Administration of the anesthetic gas N2O evoked an antinociceptive effect in two rodent antinociception paradigms. In the mouse abdominal constriction test, pretreatment with the nitric oxide synthase (NOS) inhibitor L-NG-nitroarginine (L-NOARG) caused dose-related antagonism of the antinociceptive effect of N2O but not of either morphine or trans(+/-)-3,4-dichloro-N-methyl-N-[2-(1-pyrrolidinyl)cyclohexyl] benzeneacetamide methane sulfonate. This antinociceptive effect was also antagonized by systemic pretreatment with the NOS inhibitors L-NG-nitroarginine methyl ester (L-NAME) and L-NG-monomethylnitroarginine. The antagonism of N2O by L-NOARG and L-NAME was completely reversed by i.c.v. administration of L-arginine but not D-arginine. In the absence of NOS inhibition, N2O antinociception was potentiated by i.c.v. treatment with L-arginine but not D-arginine. The i.c.v. pretreatment with L-NAME also reduced N2O antinociception; this antagonism was also stereospecifically reversed by L-arginine. In the rat hot plate test, the antinociceptive response to 70% N2O was antagonized in dose-related manner by i.c.v. pretreatment with L-NOARG or L-NAME. N2O antinociception was restored by i.c.v. treatment with L-arginine but not D-arginine. However, neither L-arginine nor D-arginine alone affected N2O antinociception. These results implicate a key role for NO in the mediation of the antinociceptive effects of N2O in both mice and rats.

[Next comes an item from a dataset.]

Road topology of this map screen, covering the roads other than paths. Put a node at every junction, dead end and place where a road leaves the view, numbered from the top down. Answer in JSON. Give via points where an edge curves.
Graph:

Antagonism of nitrous oxide antinociception in the rat hot plate test by site-specific mu and epsilon opioid receptor blockade.

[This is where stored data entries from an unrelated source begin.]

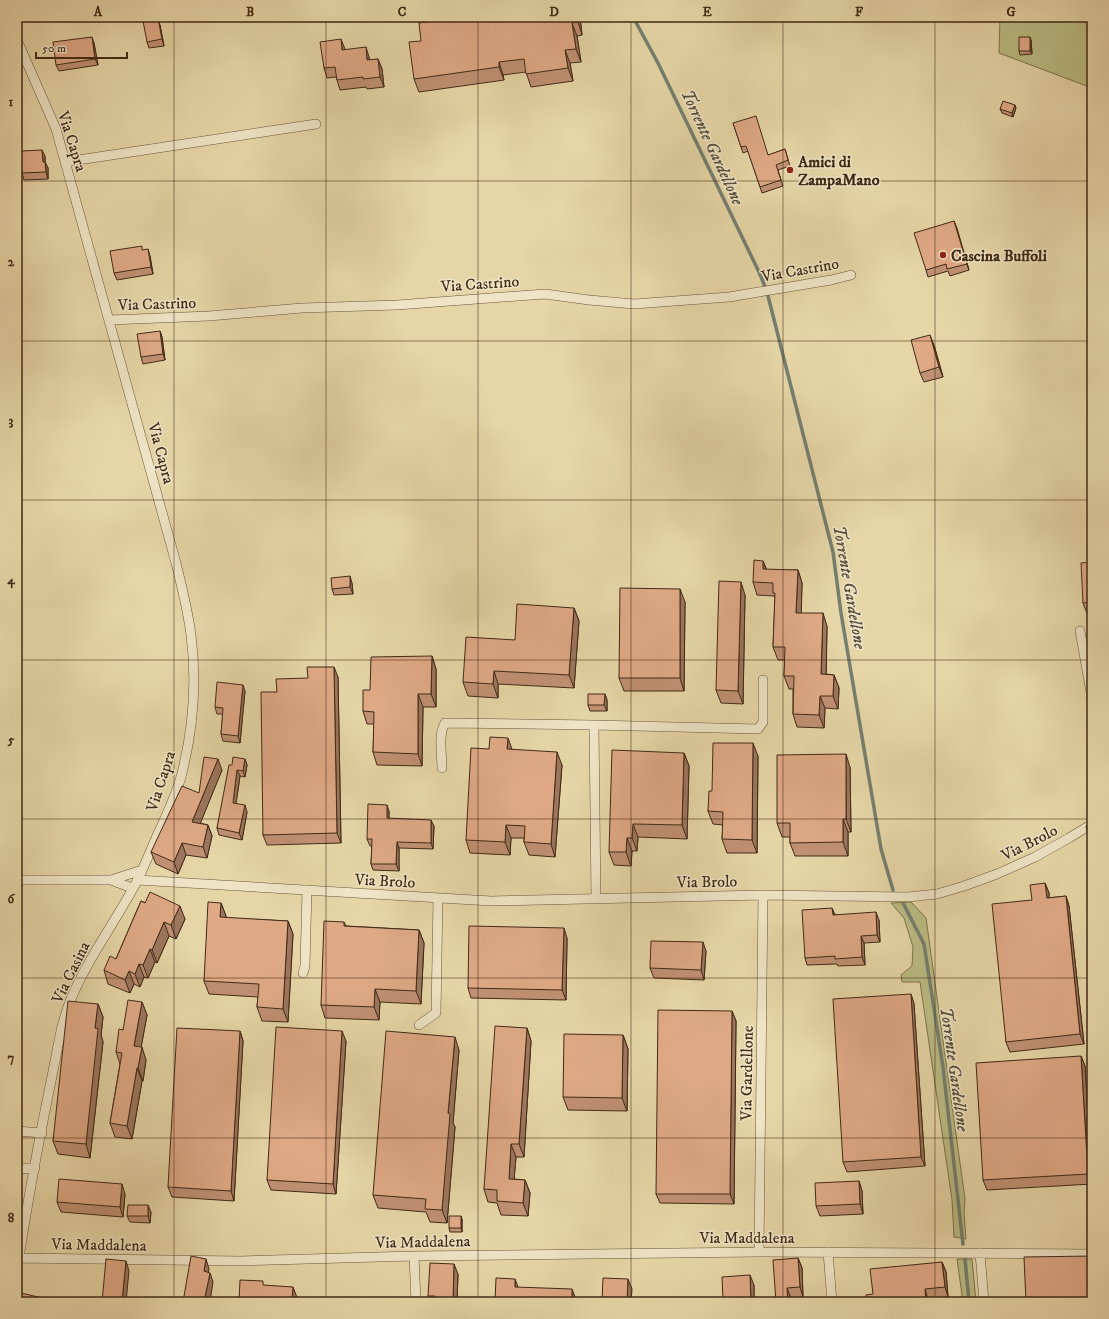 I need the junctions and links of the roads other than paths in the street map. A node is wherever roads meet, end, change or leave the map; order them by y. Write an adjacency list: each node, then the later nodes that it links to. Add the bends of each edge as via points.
1 (17, 40): 3 (street, Via Capra, via 56,129)
2 (316, 124): 3 (street)
3 (65, 162): 5 (street, Via Capra)
4 (851, 275): 5 (street, Via Castrino, via 729,297 634,304 545,294 397,305)
5 (110, 320): 12 (street, Via Capra, via 186,603 193,659 191,724 180,777)
6 (1080, 631): 8 (street)
7 (763, 680): 9 (street, via 763,722 758,729)
8 (1092, 698)
9 (594, 725): 10 (street, via 445,723 441,737); 20 (street)
10 (442, 768)
11 (1092, 824): 18 (street, Via Brolo, via 1035,857 998,874 937,894 908,897)
12 (142, 870): 14 (street); 15 (street, Via Capra)
13 (17, 880): 14 (street)
14 (111, 880): 16 (street)
15 (137, 880): 16 (street, Via Casina); 17 (street, Via Brolo)
16 (132, 888): 24 (street, Via Casina, via 71,1000 65,1017)
17 (307, 890): 19 (street, Via Brolo); 21 (street)
18 (763, 895): 20 (street, Via Brolo); 27 (street, Via Gardellone)
19 (438, 898): 20 (street, Via Brolo, via 491,901); 22 (street, via 436,1013)
20 (596, 899)
21 (303, 973)
22 (419, 1026)
23 (17, 1131): 24 (street)
24 (42, 1133): 25 (street, Via Casina)
25 (35, 1168): 26 (street); 32 (street, Via Casina)
26 (17, 1169)
27 (759, 1252): 28 (street, Via Maddalena); 31 (street, Via Maddalena)
28 (828, 1252): 29 (street, Via Maddalena); 34 (street)
29 (980, 1252): 30 (street, Via Maddalena); 35 (street)
30 (1092, 1254)
31 (414, 1256): 32 (street, Via Maddalena, via 240,1260); 33 (street)
32 (18, 1259)
33 (416, 1302)
34 (832, 1302)
35 (984, 1302) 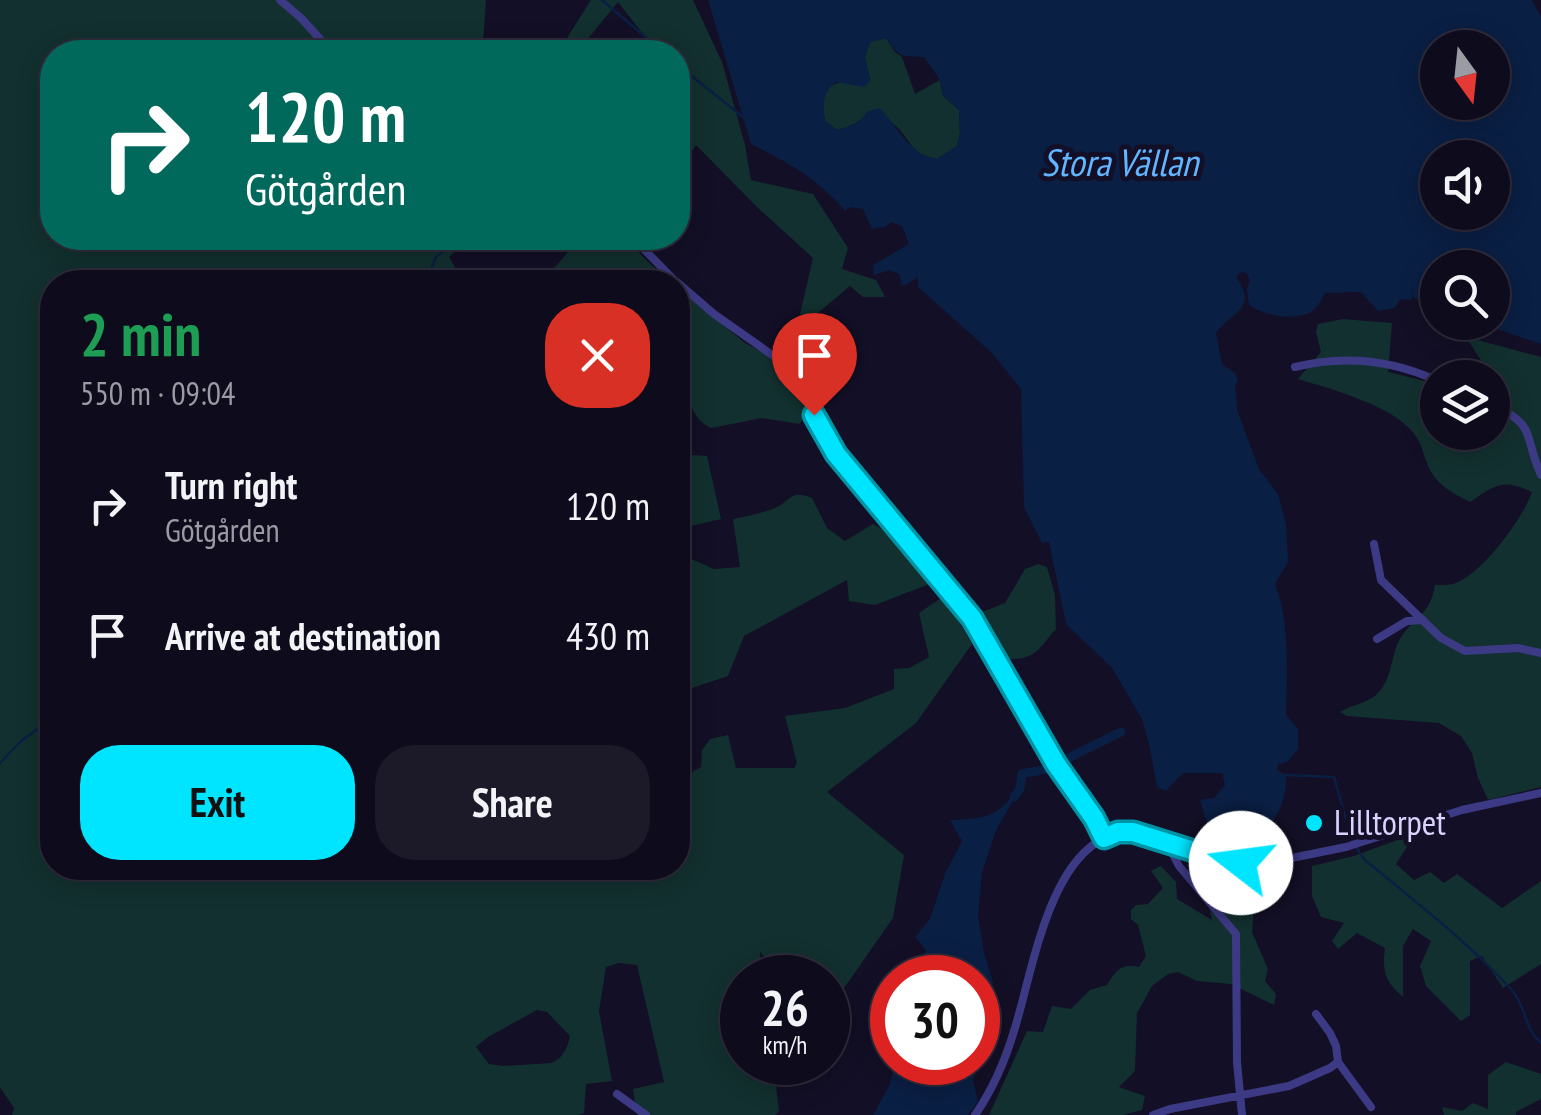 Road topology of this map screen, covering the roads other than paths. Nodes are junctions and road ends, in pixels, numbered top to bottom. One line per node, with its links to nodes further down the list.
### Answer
1 (280, 0): 2 (street)
2 (323, 40)
3 (644, 250): 4 (street)
4 (664, 270)
5 (690, 295): 15 (street)
6 (1295, 367): 7 (street)
7 (1420, 375)
8 (1510, 413): 9 (street)
9 (1541, 475)
10 (1374, 544): 11 (street)
11 (1423, 620): 12 (street); 13 (street)
12 (1377, 638)
13 (1541, 653)
14 (1541, 793): 16 (street)
15 (1104, 838): 16 (street); 23 (street)
16 (1166, 842): 20 (street)
17 (1316, 1014): 18 (street)
18 (1338, 1062): 20 (street); 21 (street)
19 (617, 1094): 22 (street)
20 (1240, 1094): 24 (street); 25 (street)
21 (1371, 1108)
22 (646, 1115)
23 (976, 1115)
24 (1154, 1115)
25 (1242, 1115)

The analgesic property of the anesthetic gas N2O has long been known and used to treat pain in clinical medicine and dentistry. The present study was conducted to identify by subtype and possible location the brain opioid receptors that mediate N2O antinociception in rats. A 5-min exposure to 70% N2O consistently evoked an antinociceptive effect in the hot plate test. This drug effect was partly antagonized in dose-related fashion by i.c.v. pretreatment with naltrexone, D-Phe-Cys-Tyr-D-Trp-Orn-Thr-Pen-Thr-NH2 and beta-endorphin, which block multiple, mu and epsilon opioid receptors, respectively. However, the N2O-evoked antinociception was unaffected by i.c.v. pretreatment with either the delta opioid antagonist naltrindole or the kappa opioid antagonist nor-binaltorphimine. When D-Phe-Cys-Tyr-D-Trp-Orn-Thr-Pen-Thr-NH2 was administered intracerebrally directly into the periaqueductal gray, N2O antinociception was partly antagonized in a dose-dependent manner. The antinociceptive response to N2O was uninfluenced by beta-endorphin administered into the periaqueductal gray. The findings of these pharmacological antagonism studies are consistent with the hypothesis that exposure to N2O causes a neuronal release of beta-endorphin. These results indicate that supraspinal mu and epsilon opioid receptors mediate N2O antinociception in the rat hot plate paradigm and that one central site of such mu but not epsilon opioid receptors is the periaqueductal gray.

Benzodiazepine receptor-mediated behavioral effects of nitrous oxide in the rat social interaction test.

The present study was conducted to ascertain whether an anxiolytic effect of nitrous oxide was demonstrable in rats using the social interaction test and whether this drug effect might be mediated by benzodiazepine receptors. Compared to behavior of vehicle-pretreated, room air-exposed rats, rat pairs exposed to nitrous oxide showed a generally inverted U-shaped dose-response curve with the maximum increase in social interaction encounters occurring at 25% and significant increase in time of active social interaction at 15-35%; higher concentrations produced a sedative effect that reduced social interaction. Treatment with 5.0 mg/kg of the anxiolytic benzodiazepine chlordiazepoxide also increased social interaction. Pretreatment with 10 mg/kg of the benzodiazepine receptor blocker flumazenil, which alone had no effect, significantly antagonized the social interaction-increasing effects of both nitrous oxide and chlordiazepoxide. In summary, these findings suggest that nitrous oxide produces a flumazenil-sensitive effect comparable to that of chlordiazepoxide and implicate central benzodiazepine mechanisms in mediation of the anxiolytic effect of nitrous oxide.